Friday, August 10, 2007

Grains of Sand

To see a World in a Grain of Sand
And a Heaven in a Wild Flower,
Hold Infinity in the palm of your hand
And Eternity in an hour.


— William Blake


So, what’s next?

Based on yesterday’s and this morning’s market events around the world, it appears that what might have been a small snow slide resulting from problems in the US subprime mortgage sector has turned into a true avalanche involving multiple market sectors and geographies. Sectors as apparently far afield as commercial paper, equity “quant” trading, and overnight bank credit markets all seem to be roiled with troubles. But is the contagion spent already, or is it gathering momentum?

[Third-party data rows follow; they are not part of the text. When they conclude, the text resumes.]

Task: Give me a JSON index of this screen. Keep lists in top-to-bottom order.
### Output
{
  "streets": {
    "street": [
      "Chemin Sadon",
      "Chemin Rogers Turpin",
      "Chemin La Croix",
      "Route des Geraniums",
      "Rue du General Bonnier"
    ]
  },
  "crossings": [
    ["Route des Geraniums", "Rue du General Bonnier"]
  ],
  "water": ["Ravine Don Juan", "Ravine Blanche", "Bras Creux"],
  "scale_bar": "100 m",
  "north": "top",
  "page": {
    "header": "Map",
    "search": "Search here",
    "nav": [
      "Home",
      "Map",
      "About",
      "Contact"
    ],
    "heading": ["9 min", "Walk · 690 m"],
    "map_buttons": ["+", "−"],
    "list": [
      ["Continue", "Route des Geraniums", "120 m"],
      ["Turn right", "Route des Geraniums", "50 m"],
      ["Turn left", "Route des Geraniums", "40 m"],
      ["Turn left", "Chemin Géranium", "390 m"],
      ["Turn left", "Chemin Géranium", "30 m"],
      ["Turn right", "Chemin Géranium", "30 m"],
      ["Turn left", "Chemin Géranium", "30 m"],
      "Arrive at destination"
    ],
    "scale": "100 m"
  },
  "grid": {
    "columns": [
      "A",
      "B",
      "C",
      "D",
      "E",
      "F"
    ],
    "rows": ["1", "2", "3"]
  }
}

This writer and many others have pointed to the principal sources of this contagion across sectors: cross-sector investment portfolios (which transmit selling pressure across nominally unrelated security classes and markets when price declines in one market encourage an investor to liquidate unrelated securities to meet margin or redemption requirements) and financial leverage applied to portfolios. This writer has further maintained that—notwithstanding the broad dispersion of risk across investors in recent years—market-making investment banks remain important if not critical transmitters of both of these forces in the market. Unfortunately, knowing the proximate causes of contagion in the markets does not provide much illumination as to when and whether the meltdown will stop, or indeed how further contagion might play out.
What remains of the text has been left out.